しかし諦めきれないらしく、最後にまたここへ来ることを告げた。
「血判……」
自分の親指を見て、それから改めて店主の方へと向き直れば、ウルフェラは
こう口にした。
「謝罪/質問。すみません。血を流すことは不可能です。サインでは、駄目でしょうか」
■スー >
「――あぁ、すぐに無理ってのはそれもありそうだけど。”楽しい”を磨くって話もさ」
お金のことなら別にいいよと、手を振り。
集まったらまたおいで、なんて付け足した。
「――楽しいを、売れるようになったらそりゃ偽物で
感情を”意図して”売れるようになったら、化け物だよ」
商人として、金でそれを”買えて/変えて”しまうなら
そんなものは意味がない。そうではなく――
そんなまがい物ではないものを、少女は目指しているのではなかったか。
そう、彼女の恩師のように。
「――なんだい、血が出ないとかいう体質かい? なら、そこに赤い紅があるだろ。それで押しとくれ」
すらすらと、そちらを見ずに縫っていく。糸と針が光って――
手がぬいぐるみに、戻っていく
■ウルフェラ > 「困惑。売れる楽しいは偽物、意図して売るのは化け物……」
店主が発した言葉を噛み砕いて飲み込むには、未だ彼女の心は少々「鋼」に寄りすぎていた。

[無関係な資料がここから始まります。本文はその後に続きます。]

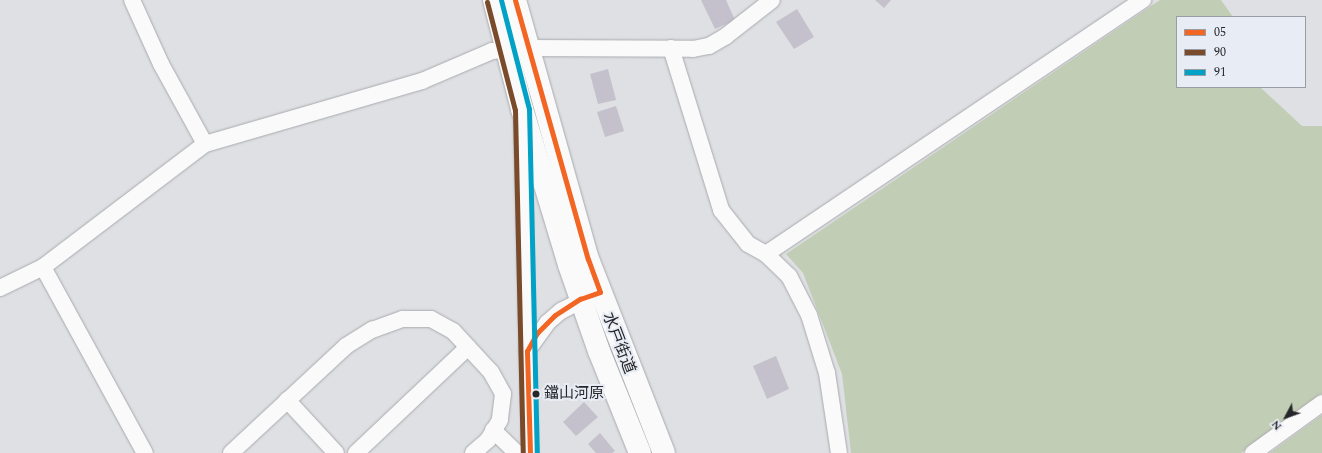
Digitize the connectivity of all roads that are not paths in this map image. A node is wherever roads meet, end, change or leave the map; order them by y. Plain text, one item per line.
1 (132, 0) edge
2 (494, 0) edge
3 (515, 0) edge
4 (772, 0) edge
5 (1143, 0) edge
6 (518, 48) junction
7 (671, 48) junction
8 (522, 109) junction
9 (205, 144) junction
10 (766, 254) junction
11 (43, 267) junction
12 (0, 288) edge
13 (590, 296) junction
14 (468, 347) junction
15 (527, 351) junction
16 (287, 400) junction
17 (1322, 403) edge
18 (493, 430) junction
19 (145, 453) edge
20 (231, 453) edge
21 (336, 453) edge
22 (356, 453) edge
23 (473, 453) edge
24 (517, 453) edge
25 (530, 453) edge
26 (640, 453) edge
27 (664, 453) edge
28 (839, 453) edge
29 (1253, 453) edge

1 - 9 street
2 - 6 highway, 水戸街道
3 - 6 highway, 水戸街道
4 - 7 street
5 - 10 street
6 - 7 street
6 - 8 highway, 水戸街道
6 - 9 street
6 - 13 highway, 水戸街道
7 - 10 street
8 - 13 highway, 水戸街道
8 - 15 street
9 - 11 street
10 - 28 street
11 - 12 street
11 - 19 street
13 - 15 street
13 - 26 highway, 水戸街道
13 - 27 highway, 水戸街道
14 - 16 street
14 - 18 street
14 - 22 street
15 - 25 street
16 - 20 street
16 - 21 street
17 - 29 street
18 - 23 street
18 - 24 street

故に彼女が発した言葉を自分で何度か呟いた後、首を横に振った。
楽しいには偽物と本物があるのか、その違いは何なのか――。
意図、それが鍵なのか、云々――。
「肯定/感謝。その通りです。ありがとうございます」
ぺこりとお辞儀をして、少女は紅に指をつけて手帳に押し付けた。
すっかり元通りになりつつあるぬいぐるみを見て、そちらへ近づいていく。
■スー >
「――まだ、早いかもしれないね」
覚えておくといいかもね、と小さく口を動かせば。
そろそろ、縫い終わり。
口に糸を咥えて歯できれば。
しっかりと、元通り。縫い目もそんなに目立たない――
「はい、これで大体はいいだろうさ」
少女にぬいぐるみを渡しながら、ふぅっと一息
■ウルフェラ > 「了解。記録して、おきます」
こくりと頷くウルフェラ。
店主からぬいぐるみを渡されれば、それをひしっと優しく抱きしめる。
とても大事そうに。
「感謝。ありがとうございます。もう盗まれないように、一層注意をはらいます。
代金は、幾らでしょうか」
手の内にある布袋の口を開いて、金を数えながらウルフェラは問いかけた。
■スー >
「――代金? 何言ってんだい、保証期間内だ。無償だよ」
くあああっと欠伸を一つ。
肩が凝ったのか、腕をぐるんっとまわしながら。
「使えるのは、あと一回までだ。それを過ぎたら料金が発生するからね――」
紅茶を口に含み、いいねなんて。より老婆は笑みを深めて。